Stored data START
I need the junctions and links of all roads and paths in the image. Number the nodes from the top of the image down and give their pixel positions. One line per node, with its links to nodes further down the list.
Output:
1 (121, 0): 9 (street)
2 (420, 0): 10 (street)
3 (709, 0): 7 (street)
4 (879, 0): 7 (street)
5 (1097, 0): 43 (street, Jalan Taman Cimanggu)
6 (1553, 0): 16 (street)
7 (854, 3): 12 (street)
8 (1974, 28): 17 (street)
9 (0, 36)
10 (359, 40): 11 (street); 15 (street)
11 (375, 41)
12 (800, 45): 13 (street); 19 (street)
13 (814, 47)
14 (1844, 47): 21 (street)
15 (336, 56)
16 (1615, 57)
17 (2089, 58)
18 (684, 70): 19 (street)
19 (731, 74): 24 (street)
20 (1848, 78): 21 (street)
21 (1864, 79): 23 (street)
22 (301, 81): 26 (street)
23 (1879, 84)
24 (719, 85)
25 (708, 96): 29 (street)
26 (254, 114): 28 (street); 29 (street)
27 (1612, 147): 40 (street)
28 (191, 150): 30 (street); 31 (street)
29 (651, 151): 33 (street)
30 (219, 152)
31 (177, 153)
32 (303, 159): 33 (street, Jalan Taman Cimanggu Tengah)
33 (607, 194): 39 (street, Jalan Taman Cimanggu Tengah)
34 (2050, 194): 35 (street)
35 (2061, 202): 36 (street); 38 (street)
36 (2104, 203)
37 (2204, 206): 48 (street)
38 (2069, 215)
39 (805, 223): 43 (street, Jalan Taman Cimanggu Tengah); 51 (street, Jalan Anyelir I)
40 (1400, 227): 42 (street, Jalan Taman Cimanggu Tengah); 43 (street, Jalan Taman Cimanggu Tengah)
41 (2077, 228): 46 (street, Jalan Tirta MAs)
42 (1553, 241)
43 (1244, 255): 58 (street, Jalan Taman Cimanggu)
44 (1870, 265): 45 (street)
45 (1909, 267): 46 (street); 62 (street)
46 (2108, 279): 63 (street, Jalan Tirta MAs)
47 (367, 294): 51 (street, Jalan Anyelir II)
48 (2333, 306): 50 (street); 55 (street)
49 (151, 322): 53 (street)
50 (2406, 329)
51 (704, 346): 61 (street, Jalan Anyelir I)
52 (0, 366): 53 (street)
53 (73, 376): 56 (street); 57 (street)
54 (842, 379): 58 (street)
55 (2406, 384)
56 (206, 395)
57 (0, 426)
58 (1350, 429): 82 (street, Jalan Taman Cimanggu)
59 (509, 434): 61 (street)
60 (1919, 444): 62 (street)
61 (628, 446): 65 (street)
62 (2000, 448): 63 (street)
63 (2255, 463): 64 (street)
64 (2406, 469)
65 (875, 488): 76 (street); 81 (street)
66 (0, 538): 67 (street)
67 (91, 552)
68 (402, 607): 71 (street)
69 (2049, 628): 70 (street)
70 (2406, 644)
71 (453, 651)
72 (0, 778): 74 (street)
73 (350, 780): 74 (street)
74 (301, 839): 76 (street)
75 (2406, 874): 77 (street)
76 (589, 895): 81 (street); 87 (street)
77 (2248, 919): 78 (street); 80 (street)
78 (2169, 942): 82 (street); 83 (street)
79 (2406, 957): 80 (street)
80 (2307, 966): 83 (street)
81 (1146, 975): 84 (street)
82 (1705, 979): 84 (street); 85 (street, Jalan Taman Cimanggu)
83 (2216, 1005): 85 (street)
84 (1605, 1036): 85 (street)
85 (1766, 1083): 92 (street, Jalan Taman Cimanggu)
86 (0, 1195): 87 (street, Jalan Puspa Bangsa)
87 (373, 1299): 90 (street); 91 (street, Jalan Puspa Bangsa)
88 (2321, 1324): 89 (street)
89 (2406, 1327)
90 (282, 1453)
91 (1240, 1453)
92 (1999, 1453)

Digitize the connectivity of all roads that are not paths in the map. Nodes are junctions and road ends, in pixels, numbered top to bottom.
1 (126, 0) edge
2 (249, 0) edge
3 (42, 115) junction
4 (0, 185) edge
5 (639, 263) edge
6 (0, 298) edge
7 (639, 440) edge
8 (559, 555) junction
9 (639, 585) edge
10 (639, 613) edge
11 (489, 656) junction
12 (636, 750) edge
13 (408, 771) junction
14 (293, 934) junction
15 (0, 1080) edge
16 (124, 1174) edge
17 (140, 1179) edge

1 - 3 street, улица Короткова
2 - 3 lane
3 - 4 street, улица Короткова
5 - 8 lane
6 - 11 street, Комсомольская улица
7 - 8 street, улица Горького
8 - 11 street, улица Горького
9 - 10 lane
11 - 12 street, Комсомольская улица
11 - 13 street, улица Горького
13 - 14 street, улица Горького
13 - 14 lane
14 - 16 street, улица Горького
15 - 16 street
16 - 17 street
Stored data END
Task statement - Only these lines should appear in the reply: the one containing "Digitize the connectivity", the last line of the data, and all lines between them, each copied exactly.

Worked solution -
Digitize the connectivity of all roads that are not paths in the map. Nodes are junctions and road ends, in pixels, numbered top to bottom.
1 (126, 0) edge
2 (249, 0) edge
3 (42, 115) junction
4 (0, 185) edge
5 (639, 263) edge
6 (0, 298) edge
7 (639, 440) edge
8 (559, 555) junction
9 (639, 585) edge
10 (639, 613) edge
11 (489, 656) junction
12 (636, 750) edge
13 (408, 771) junction
14 (293, 934) junction
15 (0, 1080) edge
16 (124, 1174) edge
17 (140, 1179) edge

1 - 3 street, улица Короткова
2 - 3 lane
3 - 4 street, улица Короткова
5 - 8 lane
6 - 11 street, Комсомольская улица
7 - 8 street, улица Горького
8 - 11 street, улица Горького
9 - 10 lane
11 - 12 street, Комсомольская улица
11 - 13 street, улица Горького
13 - 14 street, улица Горького
13 - 14 lane
14 - 16 street, улица Горького
15 - 16 street
16 - 17 street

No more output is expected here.